[[ MATERIAL SHOWN, beginning ]]

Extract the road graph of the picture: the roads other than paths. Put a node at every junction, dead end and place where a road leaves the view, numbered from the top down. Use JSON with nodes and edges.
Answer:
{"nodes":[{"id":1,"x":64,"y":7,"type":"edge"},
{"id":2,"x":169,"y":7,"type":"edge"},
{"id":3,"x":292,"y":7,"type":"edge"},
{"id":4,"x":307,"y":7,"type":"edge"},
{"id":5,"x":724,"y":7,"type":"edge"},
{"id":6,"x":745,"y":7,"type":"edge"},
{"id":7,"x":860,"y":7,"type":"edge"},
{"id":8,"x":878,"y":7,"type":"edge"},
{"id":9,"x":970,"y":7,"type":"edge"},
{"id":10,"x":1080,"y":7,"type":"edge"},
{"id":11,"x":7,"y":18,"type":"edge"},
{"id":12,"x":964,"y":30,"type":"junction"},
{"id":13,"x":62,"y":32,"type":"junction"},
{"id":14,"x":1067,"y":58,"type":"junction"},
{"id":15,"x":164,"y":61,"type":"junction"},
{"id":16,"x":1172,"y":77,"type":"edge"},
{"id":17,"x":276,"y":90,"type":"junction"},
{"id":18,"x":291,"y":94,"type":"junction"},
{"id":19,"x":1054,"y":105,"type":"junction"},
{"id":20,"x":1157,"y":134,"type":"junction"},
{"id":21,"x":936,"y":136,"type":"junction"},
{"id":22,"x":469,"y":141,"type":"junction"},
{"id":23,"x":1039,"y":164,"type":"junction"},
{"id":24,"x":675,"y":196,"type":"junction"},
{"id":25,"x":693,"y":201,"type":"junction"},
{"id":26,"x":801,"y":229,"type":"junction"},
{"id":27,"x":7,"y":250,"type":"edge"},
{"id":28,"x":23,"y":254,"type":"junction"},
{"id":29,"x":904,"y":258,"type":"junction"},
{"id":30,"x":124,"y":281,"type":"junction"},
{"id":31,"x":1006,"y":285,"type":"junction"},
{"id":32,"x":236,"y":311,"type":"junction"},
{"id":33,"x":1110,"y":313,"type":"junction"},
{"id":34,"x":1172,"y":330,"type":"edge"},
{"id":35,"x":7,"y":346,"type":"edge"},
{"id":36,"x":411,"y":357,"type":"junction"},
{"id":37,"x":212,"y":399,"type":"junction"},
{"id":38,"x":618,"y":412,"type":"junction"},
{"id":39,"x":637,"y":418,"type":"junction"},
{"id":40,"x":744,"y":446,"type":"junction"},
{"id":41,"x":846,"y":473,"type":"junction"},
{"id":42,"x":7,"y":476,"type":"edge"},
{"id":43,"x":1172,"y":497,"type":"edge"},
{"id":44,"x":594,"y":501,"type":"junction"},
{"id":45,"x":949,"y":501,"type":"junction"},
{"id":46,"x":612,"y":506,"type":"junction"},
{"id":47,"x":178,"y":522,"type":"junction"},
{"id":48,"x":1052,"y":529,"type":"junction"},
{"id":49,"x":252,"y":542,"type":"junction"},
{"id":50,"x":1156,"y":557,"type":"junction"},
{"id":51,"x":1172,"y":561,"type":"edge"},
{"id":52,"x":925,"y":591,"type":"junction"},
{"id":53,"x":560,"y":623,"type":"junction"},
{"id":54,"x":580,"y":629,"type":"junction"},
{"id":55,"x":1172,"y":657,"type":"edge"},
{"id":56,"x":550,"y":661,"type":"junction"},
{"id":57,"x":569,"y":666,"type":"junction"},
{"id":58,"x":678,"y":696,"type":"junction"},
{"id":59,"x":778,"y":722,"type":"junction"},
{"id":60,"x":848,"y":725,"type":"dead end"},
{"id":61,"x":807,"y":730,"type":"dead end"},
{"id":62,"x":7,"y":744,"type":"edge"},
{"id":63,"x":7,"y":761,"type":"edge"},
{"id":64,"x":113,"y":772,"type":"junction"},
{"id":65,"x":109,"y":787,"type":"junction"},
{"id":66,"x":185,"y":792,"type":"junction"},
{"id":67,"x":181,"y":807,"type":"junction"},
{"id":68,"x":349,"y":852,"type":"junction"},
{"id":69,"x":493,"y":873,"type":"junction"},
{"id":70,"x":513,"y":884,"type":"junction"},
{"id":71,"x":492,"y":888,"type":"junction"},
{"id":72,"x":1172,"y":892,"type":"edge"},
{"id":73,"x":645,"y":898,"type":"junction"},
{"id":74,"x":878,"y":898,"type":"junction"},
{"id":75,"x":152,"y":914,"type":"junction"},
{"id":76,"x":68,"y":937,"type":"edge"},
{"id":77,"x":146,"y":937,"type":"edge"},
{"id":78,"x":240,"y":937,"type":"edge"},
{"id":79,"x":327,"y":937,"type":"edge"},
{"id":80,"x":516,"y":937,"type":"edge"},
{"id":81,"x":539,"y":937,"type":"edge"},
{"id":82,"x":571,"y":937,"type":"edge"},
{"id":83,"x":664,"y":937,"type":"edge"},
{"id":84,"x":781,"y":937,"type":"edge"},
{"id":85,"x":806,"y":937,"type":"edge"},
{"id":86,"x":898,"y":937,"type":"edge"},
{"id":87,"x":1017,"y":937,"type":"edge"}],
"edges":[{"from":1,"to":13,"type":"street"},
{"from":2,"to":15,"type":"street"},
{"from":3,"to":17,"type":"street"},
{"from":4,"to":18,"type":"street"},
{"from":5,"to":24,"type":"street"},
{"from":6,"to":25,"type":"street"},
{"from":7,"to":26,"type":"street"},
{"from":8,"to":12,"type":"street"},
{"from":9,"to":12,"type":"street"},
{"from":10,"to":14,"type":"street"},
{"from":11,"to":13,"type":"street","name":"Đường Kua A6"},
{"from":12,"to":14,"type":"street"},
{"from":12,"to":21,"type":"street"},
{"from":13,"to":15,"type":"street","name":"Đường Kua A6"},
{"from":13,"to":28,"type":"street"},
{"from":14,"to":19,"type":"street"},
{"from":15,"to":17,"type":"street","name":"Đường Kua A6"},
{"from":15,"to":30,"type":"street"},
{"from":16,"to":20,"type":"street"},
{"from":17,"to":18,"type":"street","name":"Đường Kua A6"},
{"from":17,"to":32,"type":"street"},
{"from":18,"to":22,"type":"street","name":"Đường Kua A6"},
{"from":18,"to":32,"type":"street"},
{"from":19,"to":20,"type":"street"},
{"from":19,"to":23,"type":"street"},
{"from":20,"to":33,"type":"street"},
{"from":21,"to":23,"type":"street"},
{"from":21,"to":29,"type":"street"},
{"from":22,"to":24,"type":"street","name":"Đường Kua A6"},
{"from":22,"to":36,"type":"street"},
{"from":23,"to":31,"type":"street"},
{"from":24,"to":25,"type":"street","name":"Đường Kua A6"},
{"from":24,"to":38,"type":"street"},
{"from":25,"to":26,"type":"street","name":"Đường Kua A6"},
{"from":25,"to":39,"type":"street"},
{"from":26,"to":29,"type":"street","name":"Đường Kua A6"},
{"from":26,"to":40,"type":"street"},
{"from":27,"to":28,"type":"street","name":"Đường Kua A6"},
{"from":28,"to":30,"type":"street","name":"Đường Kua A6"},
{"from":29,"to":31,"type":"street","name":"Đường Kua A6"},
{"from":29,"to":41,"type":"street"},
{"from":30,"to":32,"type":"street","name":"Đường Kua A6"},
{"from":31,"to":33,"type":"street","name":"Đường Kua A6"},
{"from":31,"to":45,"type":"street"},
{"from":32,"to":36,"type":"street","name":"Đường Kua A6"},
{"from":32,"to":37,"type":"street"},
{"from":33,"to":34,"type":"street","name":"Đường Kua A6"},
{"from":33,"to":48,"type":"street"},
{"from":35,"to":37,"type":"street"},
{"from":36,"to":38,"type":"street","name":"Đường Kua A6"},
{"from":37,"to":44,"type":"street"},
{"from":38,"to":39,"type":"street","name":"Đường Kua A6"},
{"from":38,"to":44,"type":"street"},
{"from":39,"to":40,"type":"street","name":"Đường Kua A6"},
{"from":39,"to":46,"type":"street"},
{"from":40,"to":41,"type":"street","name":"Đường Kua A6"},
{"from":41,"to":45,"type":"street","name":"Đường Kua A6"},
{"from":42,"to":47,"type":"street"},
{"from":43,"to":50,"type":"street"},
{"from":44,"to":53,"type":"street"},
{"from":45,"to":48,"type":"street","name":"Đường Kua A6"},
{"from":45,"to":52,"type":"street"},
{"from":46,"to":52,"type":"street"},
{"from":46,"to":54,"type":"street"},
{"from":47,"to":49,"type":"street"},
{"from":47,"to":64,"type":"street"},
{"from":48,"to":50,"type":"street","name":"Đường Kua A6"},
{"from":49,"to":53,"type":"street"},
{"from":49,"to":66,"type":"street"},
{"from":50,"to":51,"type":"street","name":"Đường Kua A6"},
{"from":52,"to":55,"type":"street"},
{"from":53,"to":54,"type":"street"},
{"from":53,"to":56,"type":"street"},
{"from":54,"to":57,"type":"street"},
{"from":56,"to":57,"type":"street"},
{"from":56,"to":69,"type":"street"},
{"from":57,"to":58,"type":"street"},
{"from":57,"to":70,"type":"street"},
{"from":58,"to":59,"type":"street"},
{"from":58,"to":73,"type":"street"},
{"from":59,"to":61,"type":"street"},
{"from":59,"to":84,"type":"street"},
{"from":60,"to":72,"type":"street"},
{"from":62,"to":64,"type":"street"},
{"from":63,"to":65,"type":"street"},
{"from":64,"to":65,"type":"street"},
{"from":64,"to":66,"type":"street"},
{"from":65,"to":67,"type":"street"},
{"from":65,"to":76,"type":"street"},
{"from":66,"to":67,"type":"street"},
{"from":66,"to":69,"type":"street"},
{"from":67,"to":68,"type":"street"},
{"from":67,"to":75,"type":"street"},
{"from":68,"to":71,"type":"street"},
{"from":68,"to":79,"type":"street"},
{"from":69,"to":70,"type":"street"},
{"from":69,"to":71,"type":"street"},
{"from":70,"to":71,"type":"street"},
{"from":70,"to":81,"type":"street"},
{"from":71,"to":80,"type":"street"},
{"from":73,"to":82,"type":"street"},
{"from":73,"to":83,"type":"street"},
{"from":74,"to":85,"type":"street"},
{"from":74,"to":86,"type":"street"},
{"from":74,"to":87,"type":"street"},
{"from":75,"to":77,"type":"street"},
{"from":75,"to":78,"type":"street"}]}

[[ MATERIAL SHOWN, end ]]

[EXERCISE DIRECTIONS]
In the entries above, identify every line with the string "dead".

[TASK RESULT]
Extract the road graph of the picture: the roads other than paths. Put a node at every junction, dead end and place where a road leaves the view, numbered from the top down. Use JSON with nodes and edges.
{"id":60,"x":848,"y":725,"type":"dead end"},
{"id":61,"x":807,"y":730,"type":"dead end"},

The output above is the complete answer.